About shyness and shy children
Shy behaviour is common in babies and children.
For example, a baby might cling to their parents, cry in social situations, or physically try to avoid social interaction by hiding their head, moving or turning away, or shutting their eyes.
A preschooler might not want to talk when unfamiliar people speak to them. They might hide behind a parent or avoid joining in games.
A school-age child might avoid answering questions in class, take their time making friends, prefer to sit back and watch others play, or avoid new activities.
There’s nothing wrong with shyness.
Some children are more shy than others. It’s just part of their temperament, which is the way they respond to the world.
Children who seem shy often ‘warm up’ as they get to know a person or situation. This means it’s better to describe these children as ‘slow to warm up’ rather than ‘shy’. Labelling a child as ‘shy’ can make them feel there’s something wrong with them, or there’s nothing they can do about their shyness.
Helping children with shyness
Shyness doesn’t always go away over time, but children can learn to be more confident and comfortable interacting with other people. These tips can help.
Tips for babies and young children
- Give your baby time to feel comfortable. Don’t make them go straight to an unfamiliar adult. Instead, encourage the adult to play with a toy near your child and use a calm voice.
- Stay with your child in social situations, like playgroups or parents groups, while encouraging them to explore. As your child gets more comfortable you can gradually move away for short periods. For example, sit on a chair with other adults while your child plays on the floor. You can move back to your child if you need to.
- Let your child know that their feelings are OK and that you’ll help them manage their feelings. For example, ‘I can see you feel a bit scared because you don’t know who’s at the party. Let’s look together before we walk in’.
- Avoid over-comforting your child. Over-comforting sends the message that you think this is a scary situation. And the extra attention might accidentally encourage your child’s shy behaviour.
- Praise ‘brave’ behaviour like responding to others, using eye contact, trying something new or playing away from you. Be specific in your praise. For example, ‘Quinn, I liked the way you said hello to the boy in the park. Did you notice how he smiled when you did that?’
- Try to model confident social behaviour so your child can watch and learn from you. For example, when someone says hello to you, always say hello back.
Tips for school-age children
- Encourage playdates, either at your house or a friend’s house. If your child is invited to a friend’s house, they might feel more comfortable if you go with them at first. You could gradually reduce the time you spend with your child at other people’s houses.
- Start with social situations that involve just 1-2 other children and build up to interactions with a larger group of children over time.

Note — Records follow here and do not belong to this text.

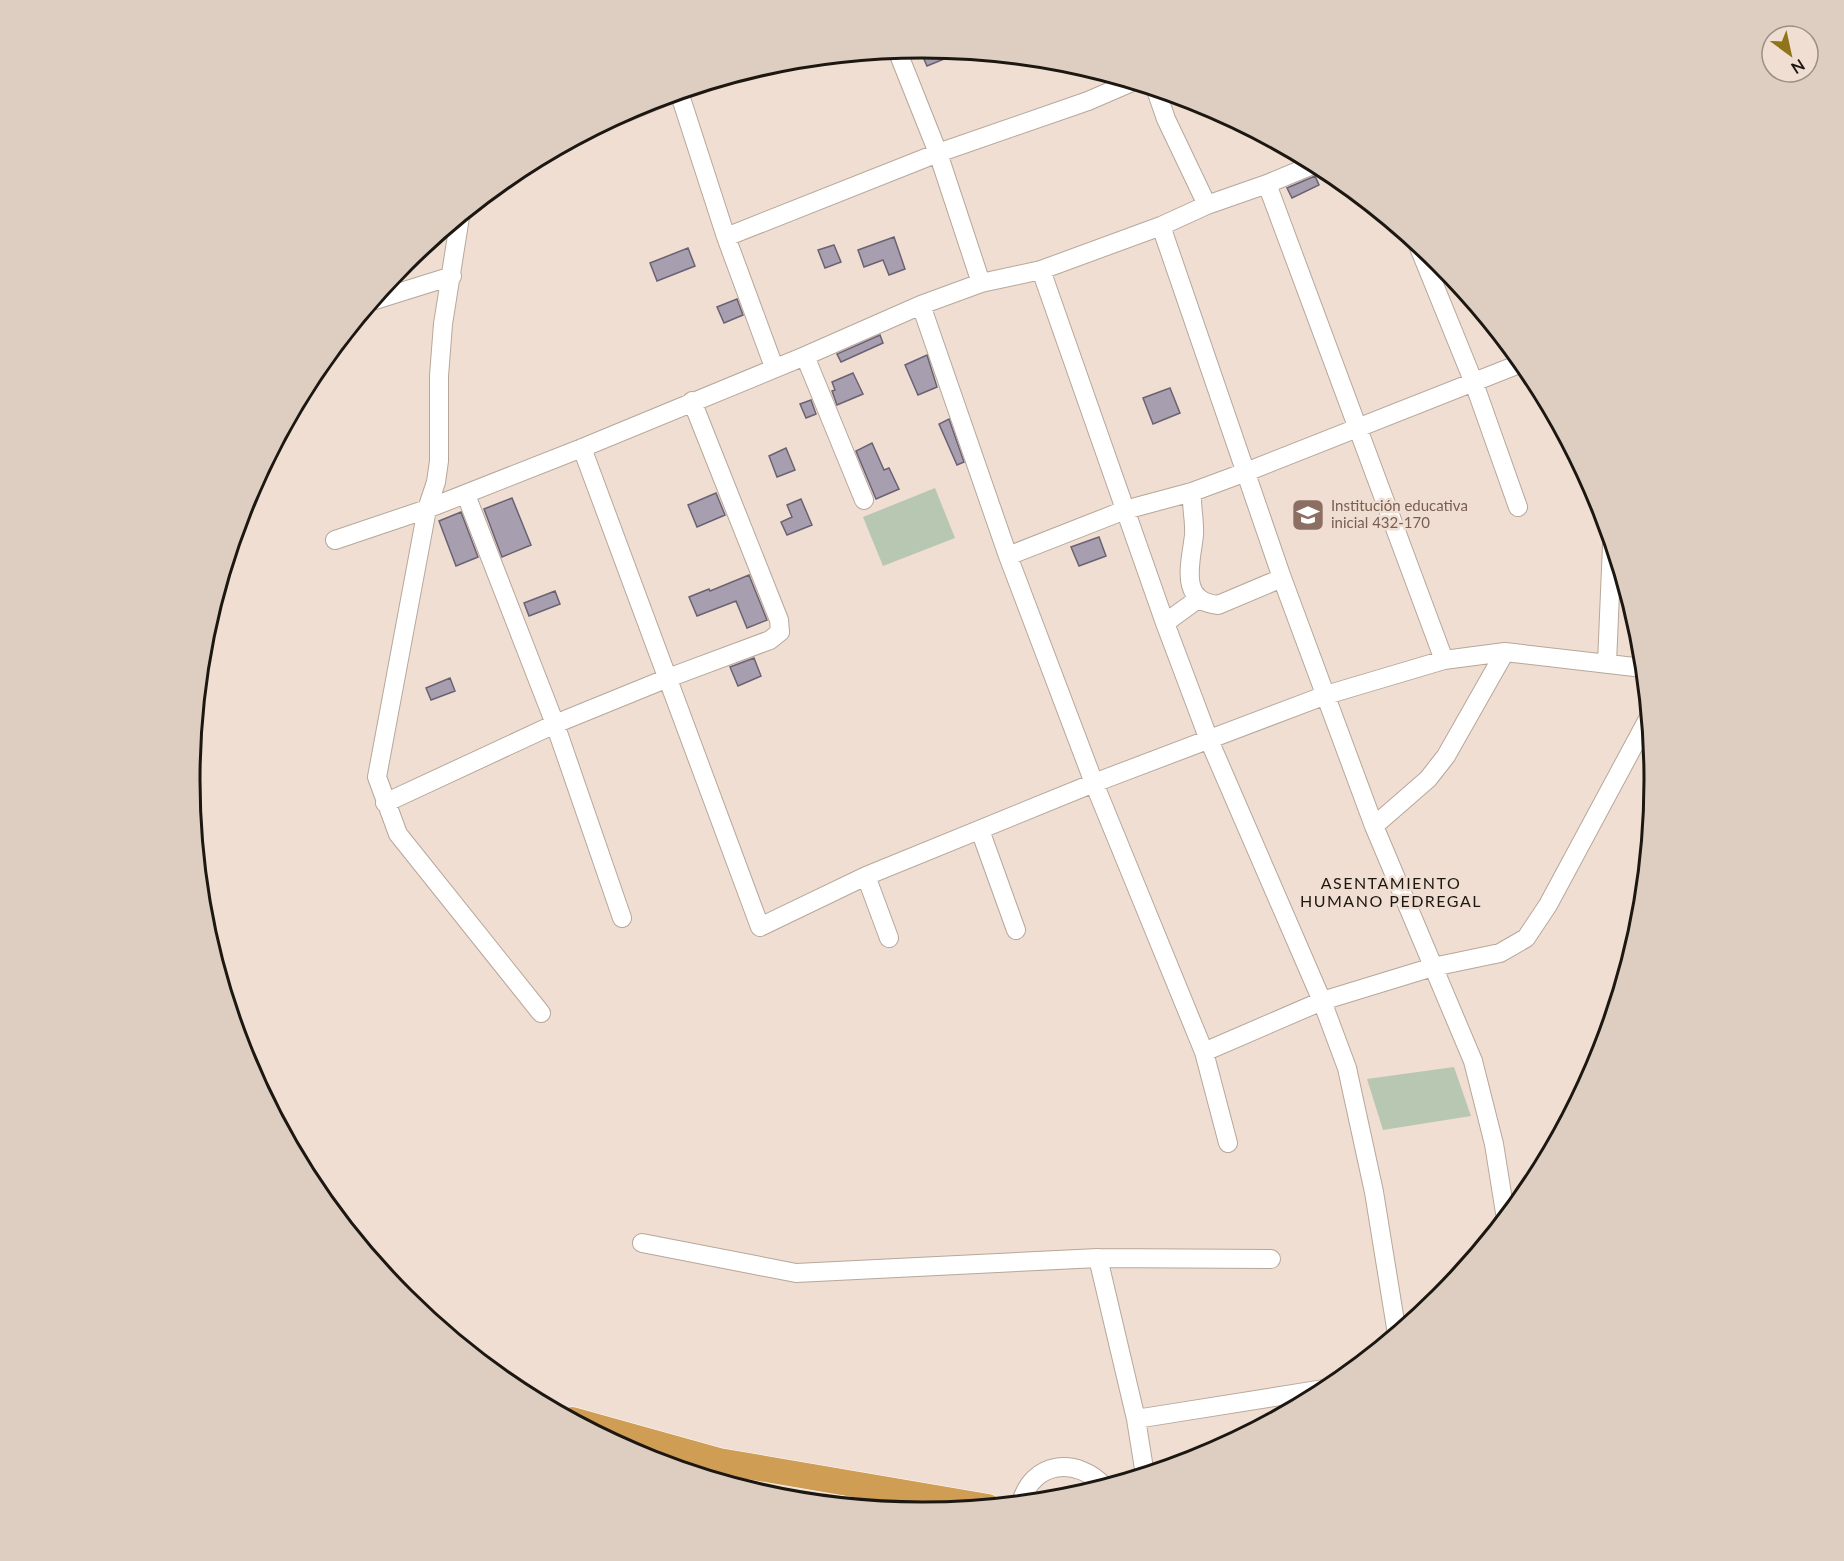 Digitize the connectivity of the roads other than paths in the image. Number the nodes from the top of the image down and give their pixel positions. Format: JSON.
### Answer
{"nodes":[{"id":1,"x":901,"y":59,"type":"edge"},
{"id":2,"x":1121,"y":87,"type":"edge"},
{"id":3,"x":1159,"y":99,"type":"edge"},
{"id":4,"x":682,"y":100,"type":"edge"},
{"id":5,"x":938,"y":153,"type":"junction"},
{"id":6,"x":1304,"y":168,"type":"edge"},
{"id":7,"x":1267,"y":184,"type":"junction"},
{"id":8,"x":1207,"y":205,"type":"junction"},
{"id":9,"x":1161,"y":226,"type":"junction"},
{"id":10,"x":459,"y":228,"type":"edge"},
{"id":11,"x":726,"y":237,"type":"junction"},
{"id":12,"x":1425,"y":263,"type":"edge"},
{"id":13,"x":1041,"y":270,"type":"junction"},
{"id":14,"x":452,"y":276,"type":"junction"},
{"id":15,"x":981,"y":283,"type":"junction"},
{"id":16,"x":386,"y":297,"type":"edge"},
{"id":17,"x":921,"y":305,"type":"junction"},
{"id":18,"x":805,"y":356,"type":"junction"},
{"id":19,"x":774,"y":367,"type":"junction"},
{"id":20,"x":1513,"y":367,"type":"edge"},
{"id":21,"x":1474,"y":383,"type":"junction"},
{"id":22,"x":692,"y":401,"type":"junction"},
{"id":23,"x":1356,"y":428,"type":"junction"},
{"id":24,"x":582,"y":448,"type":"junction"},
{"id":25,"x":1246,"y":472,"type":"junction"},
{"id":26,"x":1192,"y":492,"type":"junction"},
{"id":27,"x":466,"y":495,"type":"junction"},
{"id":28,"x":864,"y":500,"type":"dead end"},
{"id":29,"x":1518,"y":507,"type":"dead end"},
{"id":30,"x":427,"y":509,"type":"junction"},
{"id":31,"x":1125,"y":510,"type":"junction"},
{"id":32,"x":335,"y":540,"type":"dead end"},
{"id":33,"x":1008,"y":556,"type":"junction"},
{"id":34,"x":1611,"y":566,"type":"edge"},
{"id":35,"x":1282,"y":578,"type":"junction"},
{"id":36,"x":1198,"y":599,"type":"junction"},
{"id":37,"x":1165,"y":623,"type":"junction"},
{"id":38,"x":1505,"y":652,"type":"junction"},
{"id":39,"x":1444,"y":660,"type":"junction"},
{"id":40,"x":1607,"y":663,"type":"junction"},
{"id":41,"x":1635,"y":667,"type":"edge"},
{"id":42,"x":668,"y":678,"type":"junction"},
{"id":43,"x":1326,"y":695,"type":"junction"},
{"id":44,"x":555,"y":724,"type":"junction"},
{"id":45,"x":1642,"y":731,"type":"edge"},
{"id":46,"x":1209,"y":740,"type":"junction"},
{"id":47,"x":1094,"y":783,"type":"junction"},
{"id":48,"x":385,"y":803,"type":"junction"},
{"id":49,"x":1374,"y":826,"type":"junction"},
{"id":50,"x":980,"y":830,"type":"junction"},
{"id":51,"x":866,"y":876,"type":"junction"},
{"id":52,"x":622,"y":918,"type":"dead end"},
{"id":53,"x":1016,"y":930,"type":"dead end"},
{"id":54,"x":889,"y":938,"type":"dead end"},
{"id":55,"x":1433,"y":967,"type":"junction"},
{"id":56,"x":1322,"y":1001,"type":"junction"},
{"id":57,"x":541,"y":1013,"type":"dead end"},
{"id":58,"x":1204,"y":1052,"type":"junction"},
{"id":59,"x":1228,"y":1143,"type":"dead end"},
{"id":60,"x":1504,"y":1207,"type":"edge"},
{"id":61,"x":642,"y":1243,"type":"dead end"},
{"id":62,"x":1098,"y":1258,"type":"junction"},
{"id":63,"x":1271,"y":1259,"type":"dead end"},
{"id":64,"x":1396,"y":1325,"type":"edge"},
{"id":65,"x":1306,"y":1392,"type":"edge"},
{"id":66,"x":1136,"y":1419,"type":"junction"},
{"id":67,"x":624,"y":1438,"type":"edge"},
{"id":68,"x":1144,"y":1467,"type":"edge"},
{"id":69,"x":718,"y":1470,"type":"edge"},
{"id":70,"x":1099,"y":1480,"type":"edge"},
{"id":71,"x":1023,"y":1495,"type":"edge"},
{"id":72,"x":953,"y":1501,"type":"edge"}],
"edges":[{"from":1,"to":5,"type":"street"},
{"from":2,"to":5,"type":"street"},
{"from":3,"to":8,"type":"street"},
{"from":4,"to":11,"type":"street"},
{"from":5,"to":11,"type":"street"},
{"from":5,"to":15,"type":"street"},
{"from":6,"to":7,"type":"street"},
{"from":7,"to":8,"type":"street"},
{"from":7,"to":23,"type":"street"},
{"from":8,"to":9,"type":"street"},
{"from":9,"to":13,"type":"street"},
{"from":9,"to":25,"type":"street"},
{"from":10,"to":14,"type":"street"},
{"from":11,"to":19,"type":"street"},
{"from":12,"to":21,"type":"street"},
{"from":13,"to":15,"type":"street"},
{"from":13,"to":31,"type":"street"},
{"from":14,"to":16,"type":"street"},
{"from":14,"to":30,"type":"street"},
{"from":15,"to":17,"type":"street"},
{"from":17,"to":18,"type":"street"},
{"from":17,"to":33,"type":"street"},
{"from":18,"to":19,"type":"street"},
{"from":18,"to":28,"type":"street"},
{"from":19,"to":22,"type":"street"},
{"from":20,"to":21,"type":"street"},
{"from":21,"to":23,"type":"street"},
{"from":21,"to":29,"type":"street"},
{"from":22,"to":24,"type":"street"},
{"from":22,"to":42,"type":"street"},
{"from":23,"to":25,"type":"street"},
{"from":23,"to":39,"type":"street"},
{"from":24,"to":27,"type":"street"},
{"from":24,"to":42,"type":"street"},
{"from":25,"to":26,"type":"street"},
{"from":25,"to":35,"type":"street"},
{"from":26,"to":31,"type":"street"},
{"from":26,"to":36,"type":"street"},
{"from":27,"to":30,"type":"street"},
{"from":27,"to":44,"type":"street"},
{"from":30,"to":32,"type":"street"},
{"from":30,"to":48,"type":"street"},
{"from":31,"to":33,"type":"street"},
{"from":31,"to":37,"type":"street"},
{"from":33,"to":47,"type":"street"},
{"from":34,"to":40,"type":"street"},
{"from":35,"to":36,"type":"street"},
{"from":35,"to":43,"type":"street"},
{"from":36,"to":37,"type":"street"},
{"from":37,"to":46,"type":"street"},
{"from":38,"to":39,"type":"street"},
{"from":38,"to":40,"type":"street"},
{"from":38,"to":49,"type":"street"},
{"from":39,"to":43,"type":"street"},
{"from":40,"to":41,"type":"street"},
{"from":42,"to":44,"type":"street"},
{"from":42,"to":51,"type":"street"},
{"from":43,"to":46,"type":"street"},
{"from":43,"to":49,"type":"street"},
{"from":44,"to":48,"type":"street"},
{"from":44,"to":52,"type":"street"},
{"from":45,"to":55,"type":"street"},
{"from":46,"to":47,"type":"street"},
{"from":46,"to":56,"type":"street"},
{"from":47,"to":50,"type":"street"},
{"from":47,"to":58,"type":"street"},
{"from":48,"to":57,"type":"street"},
{"from":49,"to":55,"type":"street"},
{"from":50,"to":51,"type":"street"},
{"from":50,"to":53,"type":"street"},
{"from":51,"to":54,"type":"street"},
{"from":55,"to":56,"type":"street"},
{"from":55,"to":60,"type":"street"},
{"from":56,"to":58,"type":"street"},
{"from":56,"to":64,"type":"street"},
{"from":58,"to":59,"type":"street"},
{"from":61,"to":62,"type":"street"},
{"from":62,"to":63,"type":"street"},
{"from":62,"to":66,"type":"street"},
{"from":65,"to":66,"type":"street"},
{"from":66,"to":68,"type":"street"},
{"from":67,"to":69,"type":"highway"},
{"from":69,"to":72,"type":"highway"},
{"from":70,"to":71,"type":"street"}]}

- Practise show-and-tell or class presentations with your child at home. This will help your child feel more comfortable when they have to stand up in front of their class.
- Encourage your child to do some extracurricular activities. Try to find ones that encourage social behaviour – for example, Scouts, Girl Guides or a team sport.
- Coach your child before social gatherings so they know what to expect – for example, ‘People are going to want to talk with you today. Remember to look at Uncle Dan when he’s talking. If you don’t, he might think you’re not listening to him’.
- Avoid negative comparisons with more confident siblings or friends.
- Build your child’s self-esteem by encouraging even small steps towards being less shy.
If other people say your child is ‘shy’, it’s OK to correct them gently in front of your child. For example, ‘Lou takes a little while to warm up. Once they’re comfortable they’ll be happy to play’. This sends the message that you understand how your child feels, and they can deal with the situation when they’re ready.
When shyness might be a problem
Your child’s shy behaviour might be a problem if it’s causing them a lot of distress and/or getting in the way of daily life. For example:
- You or your child can’t go places because of their shyness.
- Your child shows signs of anxiety in social situations like parties or school.
- Your child says they feel lonely but doesn’t know how to join in with other children.
- Your child feels they can’t answer or ask questions in class.
Some children who are shy go on to develop anxiety. So if your child’s shy behaviour is significant and hard to change, it could help to talk to a professional like your GP, a paediatrician or a psychologist.
Shyness or something else?
It’s a good idea to talk to your child and family health nurse or GP or your child’s teacher about other reasons for your child’s behaviour.
For example:
- A child with a language delay might show signs that they want to speak to people – for example, looking for eye contact or trying to make social connections – but gets frustrated that they can’t be understood.
- A child with hearing loss might not hear or respond to what people are saying or have trouble following instructions.
- An autistic child might have difficulty reading social cues, might not play in the same way as other children and might seem uninterested in social contact.
- A child with selective mutism can’t speak in certain places, with certain people or during certain social activities because of anxiety.
- A child with social anxiety might worry about fears or situations that involve interacting with other people – for example, classroom discussions, playtime with friends and parties.